Collected data entries:
*** Block opens ***

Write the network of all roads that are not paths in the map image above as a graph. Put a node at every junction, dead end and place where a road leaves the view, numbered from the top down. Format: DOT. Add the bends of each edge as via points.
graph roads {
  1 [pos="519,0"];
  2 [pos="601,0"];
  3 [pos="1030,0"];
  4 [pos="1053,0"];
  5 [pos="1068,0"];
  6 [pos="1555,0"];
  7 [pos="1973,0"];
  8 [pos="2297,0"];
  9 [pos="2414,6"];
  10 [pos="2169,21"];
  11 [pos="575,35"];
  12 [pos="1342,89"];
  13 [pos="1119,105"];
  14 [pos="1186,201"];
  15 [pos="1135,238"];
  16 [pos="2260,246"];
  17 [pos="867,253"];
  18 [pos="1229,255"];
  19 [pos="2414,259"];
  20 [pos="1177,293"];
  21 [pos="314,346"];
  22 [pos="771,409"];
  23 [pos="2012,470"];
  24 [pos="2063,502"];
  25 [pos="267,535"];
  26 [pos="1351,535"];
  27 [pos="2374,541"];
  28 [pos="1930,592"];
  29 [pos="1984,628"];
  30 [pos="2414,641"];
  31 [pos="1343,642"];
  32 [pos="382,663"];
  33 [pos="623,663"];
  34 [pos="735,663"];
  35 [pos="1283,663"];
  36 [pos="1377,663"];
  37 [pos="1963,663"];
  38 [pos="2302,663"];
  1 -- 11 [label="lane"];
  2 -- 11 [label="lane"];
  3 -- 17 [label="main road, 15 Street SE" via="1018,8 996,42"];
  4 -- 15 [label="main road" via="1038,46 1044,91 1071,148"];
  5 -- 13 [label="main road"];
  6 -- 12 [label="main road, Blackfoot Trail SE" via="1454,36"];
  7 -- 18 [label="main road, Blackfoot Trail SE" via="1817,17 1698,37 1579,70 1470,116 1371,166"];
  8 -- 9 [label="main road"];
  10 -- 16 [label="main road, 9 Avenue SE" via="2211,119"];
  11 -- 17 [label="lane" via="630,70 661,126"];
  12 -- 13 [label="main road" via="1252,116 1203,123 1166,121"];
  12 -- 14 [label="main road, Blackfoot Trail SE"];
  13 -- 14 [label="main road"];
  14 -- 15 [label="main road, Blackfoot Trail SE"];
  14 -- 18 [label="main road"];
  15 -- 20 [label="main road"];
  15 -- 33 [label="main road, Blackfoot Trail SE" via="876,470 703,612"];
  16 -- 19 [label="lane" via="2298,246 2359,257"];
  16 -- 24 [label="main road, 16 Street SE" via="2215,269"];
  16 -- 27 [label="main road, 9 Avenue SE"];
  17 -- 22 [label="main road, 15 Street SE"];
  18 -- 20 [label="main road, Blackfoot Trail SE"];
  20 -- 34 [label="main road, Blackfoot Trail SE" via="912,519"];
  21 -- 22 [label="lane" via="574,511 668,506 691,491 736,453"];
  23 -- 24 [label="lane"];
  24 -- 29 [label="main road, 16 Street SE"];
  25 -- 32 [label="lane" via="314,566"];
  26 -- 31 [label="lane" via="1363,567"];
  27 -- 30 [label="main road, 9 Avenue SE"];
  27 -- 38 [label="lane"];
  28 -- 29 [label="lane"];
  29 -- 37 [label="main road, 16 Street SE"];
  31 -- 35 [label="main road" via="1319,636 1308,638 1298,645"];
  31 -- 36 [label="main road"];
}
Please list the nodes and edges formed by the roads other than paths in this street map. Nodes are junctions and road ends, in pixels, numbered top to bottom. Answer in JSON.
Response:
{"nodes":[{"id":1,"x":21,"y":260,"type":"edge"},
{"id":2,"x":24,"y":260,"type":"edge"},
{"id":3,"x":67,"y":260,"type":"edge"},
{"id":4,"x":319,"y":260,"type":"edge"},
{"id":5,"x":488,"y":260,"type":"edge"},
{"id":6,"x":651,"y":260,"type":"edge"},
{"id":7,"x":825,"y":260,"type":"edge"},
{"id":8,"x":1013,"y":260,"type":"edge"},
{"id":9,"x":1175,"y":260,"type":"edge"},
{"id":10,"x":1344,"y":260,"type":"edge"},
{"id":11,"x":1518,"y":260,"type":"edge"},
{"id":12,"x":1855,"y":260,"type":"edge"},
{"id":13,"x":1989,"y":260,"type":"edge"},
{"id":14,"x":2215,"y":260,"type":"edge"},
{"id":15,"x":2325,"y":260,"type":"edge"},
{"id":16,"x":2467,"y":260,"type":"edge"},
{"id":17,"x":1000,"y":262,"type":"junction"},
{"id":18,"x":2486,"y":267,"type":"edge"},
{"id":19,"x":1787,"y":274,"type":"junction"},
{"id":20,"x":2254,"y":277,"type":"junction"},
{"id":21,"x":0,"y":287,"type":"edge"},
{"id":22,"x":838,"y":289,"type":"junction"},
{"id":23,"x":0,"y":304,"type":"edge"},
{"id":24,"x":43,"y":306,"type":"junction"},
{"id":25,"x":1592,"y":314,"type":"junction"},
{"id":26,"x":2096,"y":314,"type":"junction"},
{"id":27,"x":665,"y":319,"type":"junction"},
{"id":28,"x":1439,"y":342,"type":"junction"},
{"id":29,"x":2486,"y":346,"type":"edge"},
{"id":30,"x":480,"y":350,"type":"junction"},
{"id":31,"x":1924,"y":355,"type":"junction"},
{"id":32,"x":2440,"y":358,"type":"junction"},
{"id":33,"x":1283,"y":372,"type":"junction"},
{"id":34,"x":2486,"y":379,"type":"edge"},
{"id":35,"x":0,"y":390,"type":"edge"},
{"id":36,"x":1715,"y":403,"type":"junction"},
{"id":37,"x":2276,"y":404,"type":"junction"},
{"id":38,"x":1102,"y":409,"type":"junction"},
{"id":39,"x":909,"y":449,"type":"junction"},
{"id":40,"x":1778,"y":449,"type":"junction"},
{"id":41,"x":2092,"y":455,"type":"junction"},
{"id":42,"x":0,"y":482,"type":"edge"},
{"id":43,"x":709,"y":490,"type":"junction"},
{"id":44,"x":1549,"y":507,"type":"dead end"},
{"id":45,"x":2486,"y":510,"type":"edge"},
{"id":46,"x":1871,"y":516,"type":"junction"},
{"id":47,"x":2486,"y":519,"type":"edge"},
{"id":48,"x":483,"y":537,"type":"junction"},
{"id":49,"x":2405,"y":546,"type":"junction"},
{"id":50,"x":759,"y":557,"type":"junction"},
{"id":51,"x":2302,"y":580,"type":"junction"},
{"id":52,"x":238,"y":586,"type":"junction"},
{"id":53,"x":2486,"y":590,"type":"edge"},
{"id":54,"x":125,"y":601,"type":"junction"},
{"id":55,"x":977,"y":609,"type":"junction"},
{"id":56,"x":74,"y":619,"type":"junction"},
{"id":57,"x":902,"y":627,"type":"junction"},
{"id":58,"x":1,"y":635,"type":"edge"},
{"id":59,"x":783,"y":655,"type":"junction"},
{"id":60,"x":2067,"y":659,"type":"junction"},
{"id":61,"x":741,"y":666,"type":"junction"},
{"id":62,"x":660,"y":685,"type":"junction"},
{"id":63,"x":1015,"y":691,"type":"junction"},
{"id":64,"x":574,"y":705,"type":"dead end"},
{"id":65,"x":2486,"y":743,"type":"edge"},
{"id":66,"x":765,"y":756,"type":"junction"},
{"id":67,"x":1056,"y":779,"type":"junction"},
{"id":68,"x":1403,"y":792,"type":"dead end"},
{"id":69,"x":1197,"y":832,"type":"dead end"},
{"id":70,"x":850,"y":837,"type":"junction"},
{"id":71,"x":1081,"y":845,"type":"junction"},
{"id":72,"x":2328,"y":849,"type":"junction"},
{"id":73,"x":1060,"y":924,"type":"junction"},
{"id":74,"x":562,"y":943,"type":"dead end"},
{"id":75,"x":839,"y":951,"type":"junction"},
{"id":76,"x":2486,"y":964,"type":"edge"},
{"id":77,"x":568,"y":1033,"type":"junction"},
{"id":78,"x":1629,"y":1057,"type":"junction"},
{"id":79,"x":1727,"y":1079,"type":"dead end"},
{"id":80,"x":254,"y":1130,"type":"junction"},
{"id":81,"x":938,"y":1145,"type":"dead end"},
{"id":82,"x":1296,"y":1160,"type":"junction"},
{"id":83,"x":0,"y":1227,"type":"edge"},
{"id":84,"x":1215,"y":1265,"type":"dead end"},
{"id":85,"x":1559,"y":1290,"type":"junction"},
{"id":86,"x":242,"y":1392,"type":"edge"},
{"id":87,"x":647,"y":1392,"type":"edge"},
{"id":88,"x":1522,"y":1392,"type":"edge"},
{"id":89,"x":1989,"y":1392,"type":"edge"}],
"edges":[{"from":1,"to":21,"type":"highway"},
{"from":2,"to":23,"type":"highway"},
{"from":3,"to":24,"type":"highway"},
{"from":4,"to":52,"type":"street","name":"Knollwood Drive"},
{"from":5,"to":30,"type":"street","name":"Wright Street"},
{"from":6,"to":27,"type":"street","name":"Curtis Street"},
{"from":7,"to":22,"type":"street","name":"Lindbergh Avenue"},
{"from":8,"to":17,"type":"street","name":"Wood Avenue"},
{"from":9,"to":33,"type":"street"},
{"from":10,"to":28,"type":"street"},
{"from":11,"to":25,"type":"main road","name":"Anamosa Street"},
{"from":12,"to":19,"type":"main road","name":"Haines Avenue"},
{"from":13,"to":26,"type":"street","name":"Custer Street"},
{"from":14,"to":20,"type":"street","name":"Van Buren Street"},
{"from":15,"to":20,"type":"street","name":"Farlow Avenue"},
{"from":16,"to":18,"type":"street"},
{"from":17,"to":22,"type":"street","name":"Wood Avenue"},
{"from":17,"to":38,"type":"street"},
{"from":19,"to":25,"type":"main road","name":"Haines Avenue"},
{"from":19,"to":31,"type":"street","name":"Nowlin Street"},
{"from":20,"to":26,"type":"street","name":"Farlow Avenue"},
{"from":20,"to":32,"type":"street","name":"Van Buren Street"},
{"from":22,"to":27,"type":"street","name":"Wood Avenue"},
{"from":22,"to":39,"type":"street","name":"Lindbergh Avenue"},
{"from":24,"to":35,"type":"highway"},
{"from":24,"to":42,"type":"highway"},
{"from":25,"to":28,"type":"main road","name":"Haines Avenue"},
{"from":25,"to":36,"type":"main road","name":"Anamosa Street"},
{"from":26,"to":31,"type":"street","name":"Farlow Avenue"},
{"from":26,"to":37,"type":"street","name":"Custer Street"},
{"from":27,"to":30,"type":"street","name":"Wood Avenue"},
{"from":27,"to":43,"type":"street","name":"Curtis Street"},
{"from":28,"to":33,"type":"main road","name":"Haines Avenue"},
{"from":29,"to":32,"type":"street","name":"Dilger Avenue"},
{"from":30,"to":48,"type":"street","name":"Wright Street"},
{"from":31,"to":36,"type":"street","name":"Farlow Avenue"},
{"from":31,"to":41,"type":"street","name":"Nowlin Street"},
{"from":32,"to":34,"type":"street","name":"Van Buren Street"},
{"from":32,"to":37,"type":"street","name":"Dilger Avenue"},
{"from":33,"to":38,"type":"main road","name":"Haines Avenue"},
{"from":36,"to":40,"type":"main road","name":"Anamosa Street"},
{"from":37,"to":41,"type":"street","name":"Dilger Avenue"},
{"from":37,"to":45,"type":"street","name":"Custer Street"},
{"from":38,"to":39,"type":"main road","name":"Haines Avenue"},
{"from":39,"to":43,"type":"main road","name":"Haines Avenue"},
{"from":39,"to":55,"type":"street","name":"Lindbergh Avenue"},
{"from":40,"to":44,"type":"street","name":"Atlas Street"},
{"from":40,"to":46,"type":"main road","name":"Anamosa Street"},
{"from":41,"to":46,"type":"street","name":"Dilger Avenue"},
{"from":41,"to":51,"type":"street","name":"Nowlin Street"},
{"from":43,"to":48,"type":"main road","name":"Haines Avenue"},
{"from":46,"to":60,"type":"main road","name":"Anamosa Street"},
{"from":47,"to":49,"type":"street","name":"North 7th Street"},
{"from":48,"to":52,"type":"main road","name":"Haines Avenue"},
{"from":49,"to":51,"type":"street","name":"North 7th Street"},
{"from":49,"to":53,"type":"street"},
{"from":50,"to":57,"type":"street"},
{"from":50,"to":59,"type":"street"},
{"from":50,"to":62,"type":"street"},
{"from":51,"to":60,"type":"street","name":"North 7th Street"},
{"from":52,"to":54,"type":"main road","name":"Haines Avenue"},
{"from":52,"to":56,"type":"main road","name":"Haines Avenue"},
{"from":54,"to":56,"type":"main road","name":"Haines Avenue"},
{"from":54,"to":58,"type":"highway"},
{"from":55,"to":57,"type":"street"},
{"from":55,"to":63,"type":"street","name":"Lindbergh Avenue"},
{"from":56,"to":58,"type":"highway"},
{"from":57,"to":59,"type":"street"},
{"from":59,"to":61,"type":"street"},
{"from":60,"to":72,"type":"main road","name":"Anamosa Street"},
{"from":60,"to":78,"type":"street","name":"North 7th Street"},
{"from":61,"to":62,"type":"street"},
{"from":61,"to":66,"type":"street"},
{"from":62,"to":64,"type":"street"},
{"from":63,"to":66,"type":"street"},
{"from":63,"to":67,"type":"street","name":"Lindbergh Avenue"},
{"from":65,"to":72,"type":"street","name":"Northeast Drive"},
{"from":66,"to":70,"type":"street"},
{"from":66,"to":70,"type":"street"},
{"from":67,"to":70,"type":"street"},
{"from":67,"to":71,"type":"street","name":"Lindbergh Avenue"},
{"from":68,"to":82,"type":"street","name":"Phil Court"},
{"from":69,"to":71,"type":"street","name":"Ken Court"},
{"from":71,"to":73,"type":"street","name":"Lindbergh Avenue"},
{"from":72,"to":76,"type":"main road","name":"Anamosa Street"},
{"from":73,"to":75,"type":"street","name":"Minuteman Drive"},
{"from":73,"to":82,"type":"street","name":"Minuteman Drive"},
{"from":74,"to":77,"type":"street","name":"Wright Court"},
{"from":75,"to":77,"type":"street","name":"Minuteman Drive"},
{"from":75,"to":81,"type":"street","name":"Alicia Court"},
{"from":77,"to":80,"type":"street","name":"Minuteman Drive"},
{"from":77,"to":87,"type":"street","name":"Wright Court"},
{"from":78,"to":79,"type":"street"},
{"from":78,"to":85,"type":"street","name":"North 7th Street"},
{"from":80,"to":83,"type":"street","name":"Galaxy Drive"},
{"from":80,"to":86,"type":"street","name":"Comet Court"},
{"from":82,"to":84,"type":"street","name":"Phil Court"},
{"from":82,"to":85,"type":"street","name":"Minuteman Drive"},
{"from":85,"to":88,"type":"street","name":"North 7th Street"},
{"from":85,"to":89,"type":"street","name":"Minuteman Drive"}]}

*** Block closes ***

REQUIREMENT
The word "Custer" appears on some lines of the data above; say how many such lines there are, with nothing else.

RESPONSE TO THE TASK
3